Sociology Department Chair Robert J. Sampson said that last year’s cuts in staff hours have reduced faculty access to staff assistance, even as concentrator numbers have doubled in the last four years.

Next year, Sampson added, might not be any easier: “It’s fair to say that across FAS, everything is being looked at pretty hard,” he said.

Bill Jaeger, director of Harvard Union of Clerical and Technical Workers, said that University units must coordinate with the union, as per the organization’s contract, if they are planning for any reductions in staff positions or hours.

But thus far, Jaeger said he has not heard from FAS departments about such plans for restructuring.

“I’ve been taking that to mean that things are a good bit more solid than last year,” Jaeger said.

Kirwan said that FAS will use some of its financial reserves to cushion the persistent effects of last year’s economic downturn. In June 2009, the University announced that FAS eliminated 77 staff positions and reduced work hours for another 15 employees, and 156 FAS staffers took the early retirement package.

Unlike last year—when all FAS departments and administrative units were urged to cut 15 percent of their budgets—the administration is not asking units to cut a standard percentage of their budget.
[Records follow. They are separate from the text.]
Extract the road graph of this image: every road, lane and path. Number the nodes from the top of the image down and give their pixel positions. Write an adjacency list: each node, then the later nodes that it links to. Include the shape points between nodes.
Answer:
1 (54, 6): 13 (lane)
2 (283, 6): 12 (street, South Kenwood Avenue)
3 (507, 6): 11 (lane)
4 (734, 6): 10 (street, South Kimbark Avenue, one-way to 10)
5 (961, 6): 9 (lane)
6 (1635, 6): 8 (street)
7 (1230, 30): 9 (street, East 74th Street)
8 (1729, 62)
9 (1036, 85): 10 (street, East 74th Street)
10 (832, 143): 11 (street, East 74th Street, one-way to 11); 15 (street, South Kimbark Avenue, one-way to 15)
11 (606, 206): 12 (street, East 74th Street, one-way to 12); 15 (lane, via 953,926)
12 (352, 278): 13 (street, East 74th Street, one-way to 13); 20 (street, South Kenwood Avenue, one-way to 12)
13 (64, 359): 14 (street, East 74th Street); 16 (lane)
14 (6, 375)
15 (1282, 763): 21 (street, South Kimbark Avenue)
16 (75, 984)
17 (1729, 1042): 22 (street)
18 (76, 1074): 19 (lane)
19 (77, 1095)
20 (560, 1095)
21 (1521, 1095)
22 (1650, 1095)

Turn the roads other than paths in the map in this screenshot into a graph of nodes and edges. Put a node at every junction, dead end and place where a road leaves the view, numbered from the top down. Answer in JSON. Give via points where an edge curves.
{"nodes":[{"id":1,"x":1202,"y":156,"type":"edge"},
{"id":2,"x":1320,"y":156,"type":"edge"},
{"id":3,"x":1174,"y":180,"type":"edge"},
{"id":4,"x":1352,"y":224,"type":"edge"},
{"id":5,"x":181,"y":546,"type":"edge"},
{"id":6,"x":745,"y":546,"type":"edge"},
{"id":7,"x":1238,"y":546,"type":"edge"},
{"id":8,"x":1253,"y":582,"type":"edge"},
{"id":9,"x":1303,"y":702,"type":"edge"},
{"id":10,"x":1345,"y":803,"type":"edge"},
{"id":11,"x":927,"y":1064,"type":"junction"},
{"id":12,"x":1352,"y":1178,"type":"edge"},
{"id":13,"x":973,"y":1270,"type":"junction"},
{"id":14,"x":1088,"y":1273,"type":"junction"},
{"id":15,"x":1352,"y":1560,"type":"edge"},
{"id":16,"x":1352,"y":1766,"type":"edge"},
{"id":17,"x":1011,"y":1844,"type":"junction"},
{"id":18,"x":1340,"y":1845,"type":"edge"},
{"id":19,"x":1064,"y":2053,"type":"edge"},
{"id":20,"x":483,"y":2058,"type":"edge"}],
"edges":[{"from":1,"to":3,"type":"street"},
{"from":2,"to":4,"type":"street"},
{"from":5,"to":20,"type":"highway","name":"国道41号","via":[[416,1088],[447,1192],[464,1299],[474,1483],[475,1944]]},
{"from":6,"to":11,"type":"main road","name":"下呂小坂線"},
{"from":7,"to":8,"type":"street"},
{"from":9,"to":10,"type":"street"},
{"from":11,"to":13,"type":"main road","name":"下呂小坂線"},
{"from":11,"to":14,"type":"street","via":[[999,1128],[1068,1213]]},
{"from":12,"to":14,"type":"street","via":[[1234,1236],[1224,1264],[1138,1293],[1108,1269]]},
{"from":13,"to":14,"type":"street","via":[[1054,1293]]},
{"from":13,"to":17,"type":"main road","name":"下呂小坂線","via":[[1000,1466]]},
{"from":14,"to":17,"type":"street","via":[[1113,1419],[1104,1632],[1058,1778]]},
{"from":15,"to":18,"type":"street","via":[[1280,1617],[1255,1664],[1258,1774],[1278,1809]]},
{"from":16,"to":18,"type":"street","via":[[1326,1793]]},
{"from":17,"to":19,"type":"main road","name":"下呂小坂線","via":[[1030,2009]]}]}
Rather, department administrators are in the process of collaborating with the FAS budget office to identify the core priorities of the unit.

Department leaders are expecting to learn the quantity of their subventions—unrestricted funds distributed by the Dean’s office—in the coming months.

The final list of expenditures are due by May 30, according to a budgetary overview sent by Kirwan to department and center directors in February.